Data entries
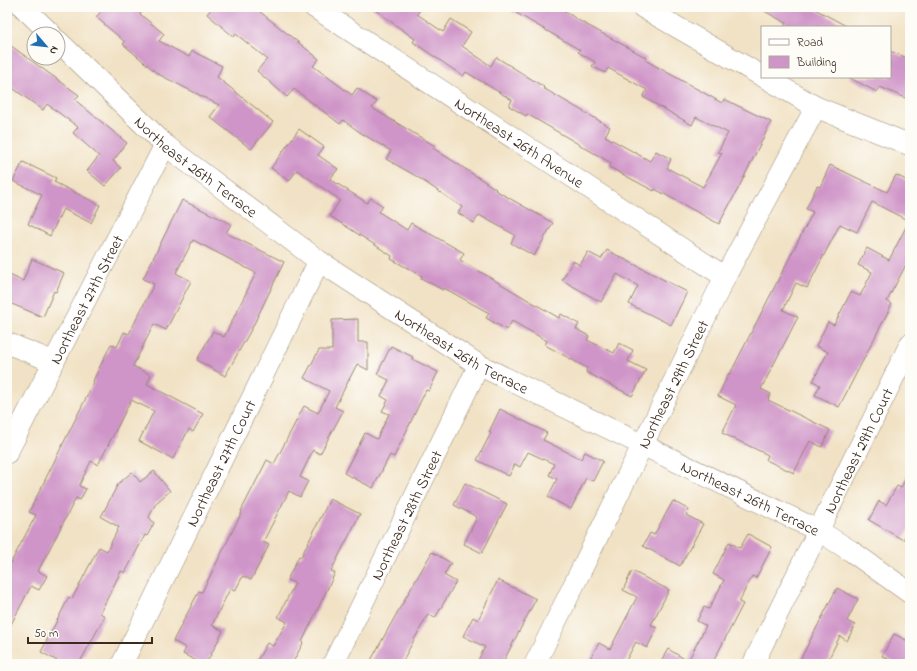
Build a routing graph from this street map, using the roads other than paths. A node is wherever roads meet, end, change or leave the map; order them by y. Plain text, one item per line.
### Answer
1 (23, 7) edge
2 (314, 7) edge
3 (642, 7) edge
4 (43, 26) edge
5 (66, 49) edge
6 (761, 75) edge
7 (766, 78) edge
8 (816, 107) junction
9 (910, 144) edge
10 (165, 145) junction
11 (318, 260) junction
12 (725, 277) junction
13 (7, 343) edge
14 (910, 344) edge
15 (54, 362) junction
16 (479, 365) junction
17 (643, 444) junction
18 (7, 453) edge
19 (819, 531) junction
20 (910, 593) edge
21 (122, 664) edge
22 (332, 664) edge
23 (535, 664) edge
24 (753, 664) edge

1 - 4 street
2 - 12 street, Northeast 26th Avenue
3 - 6 street
5 - 10 street, Northeast 26th Terrace
7 - 8 street
8 - 9 street
8 - 12 street, Northeast 29th Street
10 - 11 street, Northeast 26th Terrace
10 - 15 street, Northeast 27th Street
11 - 16 street, Northeast 26th Terrace
11 - 21 street, Northeast 27th Court
12 - 17 street, Northeast 29th Street
13 - 15 street
14 - 19 street, Northeast 29th Court
15 - 18 street, Northeast 27th Street
16 - 17 street, Northeast 26th Terrace
16 - 22 street, Northeast 28th Street
17 - 19 street, Northeast 26th Terrace
17 - 23 street, Northeast 29th Street
19 - 20 street, Northeast 26th Terrace
19 - 24 street, Northeast 29th Court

Task details> Write out all the entries word for word, but drop the pictures.

Your solution>
Build a routing graph from this street map, using the roads other than paths. A node is wherever roads meet, end, change or leave the map; order them by y. Plain text, one item per line.
### Answer
1 (23, 7) edge
2 (314, 7) edge
3 (642, 7) edge
4 (43, 26) edge
5 (66, 49) edge
6 (761, 75) edge
7 (766, 78) edge
8 (816, 107) junction
9 (910, 144) edge
10 (165, 145) junction
11 (318, 260) junction
12 (725, 277) junction
13 (7, 343) edge
14 (910, 344) edge
15 (54, 362) junction
16 (479, 365) junction
17 (643, 444) junction
18 (7, 453) edge
19 (819, 531) junction
20 (910, 593) edge
21 (122, 664) edge
22 (332, 664) edge
23 (535, 664) edge
24 (753, 664) edge

1 - 4 street
2 - 12 street, Northeast 26th Avenue
3 - 6 street
5 - 10 street, Northeast 26th Terrace
7 - 8 street
8 - 9 street
8 - 12 street, Northeast 29th Street
10 - 11 street, Northeast 26th Terrace
10 - 15 street, Northeast 27th Street
11 - 16 street, Northeast 26th Terrace
11 - 21 street, Northeast 27th Court
12 - 17 street, Northeast 29th Street
13 - 15 street
14 - 19 street, Northeast 29th Court
15 - 18 street, Northeast 27th Street
16 - 17 street, Northeast 26th Terrace
16 - 22 street, Northeast 28th Street
17 - 19 street, Northeast 26th Terrace
17 - 23 street, Northeast 29th Street
19 - 20 street, Northeast 26th Terrace
19 - 24 street, Northeast 29th Court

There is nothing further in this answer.